Getting the runs in (in) Delhi

Running overseas. I do it whenever I can, that is whenever I travel. Usually, I manage to find a local running group and run with them. Or I ask for routes from local running groups and do them myself. I have had stunning runs in Salt Lake City up stunning Utah canyons, around ring roads and paddy fields in Kathmandu, up the Hudson River pathway in New York. So when I came to Delhi, I didn’t think I would do any differently. I knew that I was coming to India in the hottest month of the year. I knew that temperatures would be at least 44 degrees C. But until I set foot outside, on my first morning here, I realised I had had no idea what that felt like. It is impossible to imagine such heat when you are not in it. I could understand it intellectually. I knew it would be hot. But god. It is so hot that Delhites are saying it’s hot. It is so hot that newspapers are running columns called Death By Breath, because the heat is making Delhi’s already awful pollution even worse.

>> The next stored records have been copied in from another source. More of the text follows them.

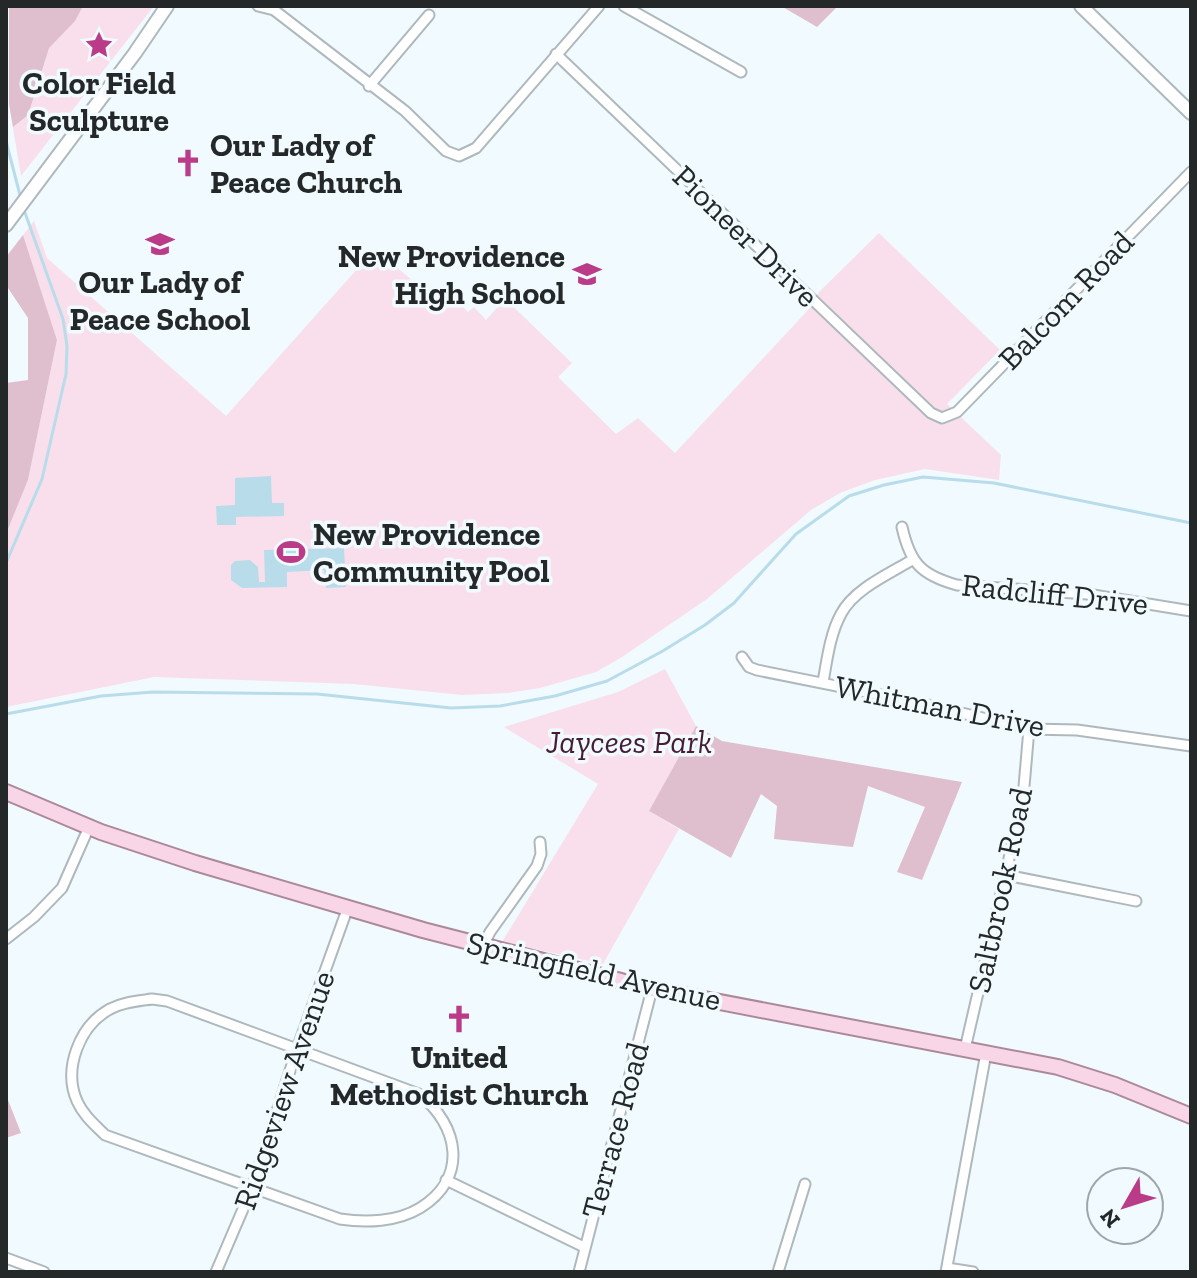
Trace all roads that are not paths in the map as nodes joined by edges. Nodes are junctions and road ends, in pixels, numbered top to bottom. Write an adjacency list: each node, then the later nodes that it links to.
1 (167, 6): 13 (street)
2 (258, 6): 6 (street)
3 (599, 6): 8 (street)
4 (624, 6): 9 (street)
5 (1081, 6): 11 (street)
6 (276, 8): 10 (street)
7 (429, 15): 10 (street)
8 (556, 54): 10 (street); 14 (street, Pioneer Drive)
9 (741, 72)
10 (369, 86)
11 (1191, 113)
12 (1191, 172): 14 (street, Balcom Road)
13 (7, 224)
14 (936, 417)
15 (902, 527): 16 (street)
16 (912, 560): 17 (street, Radcliff Drive); 19 (street)
17 (1191, 611)
18 (742, 657): 19 (street, Whitman Drive)
19 (823, 682): 20 (street, Whitman Drive)
20 (1029, 729): 21 (street, Whitman Drive); 25 (street, Saltbrook Road)
21 (1191, 746)
22 (6, 792): 23 (main road, Springfield Avenue)
23 (89, 827): 27 (main road, Springfield Avenue); 28 (street)
24 (540, 842): 29 (street)
25 (1006, 875): 26 (street); 32 (street, Saltbrook Road)
26 (1136, 901)
27 (348, 907): 29 (main road, Springfield Avenue); 31 (street, Ridgeview Avenue)
28 (6, 939)
29 (483, 946): 30 (main road, Springfield Avenue)
30 (652, 989): 32 (main road, Springfield Avenue); 38 (street, Terrace Road)
31 (297, 1049): 35 (street); 37 (street, Ridgeview Avenue); 37 (street)
32 (965, 1049): 33 (main road, Springfield Avenue)
33 (986, 1053): 34 (main road, Springfield Avenue); 40 (street)
34 (1191, 1116)
35 (446, 1180): 37 (street); 38 (street)
36 (805, 1184): 44 (street)
37 (252, 1188): 42 (street, Ridgeview Avenue)
38 (584, 1247): 43 (street, Terrace Road)
39 (6, 1258): 41 (street)
40 (947, 1270): 45 (street)
41 (44, 1272)
42 (216, 1272)
43 (579, 1272)
44 (778, 1272)
45 (973, 1272)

It is the type of heat where I cannot stand for more than two minutes in sunshine. It is a heat that boils my blood, and saps my energy so that at around 5pm, if I have been working or walking, I collapse in a darkened room – in any darkened room – with a whimper. I begin to dread going outside. I calculate whether I can walk for ten minutes at 5pm or whether that’s too early. I jump from air-conditioning to air-conditioning to swimming pool.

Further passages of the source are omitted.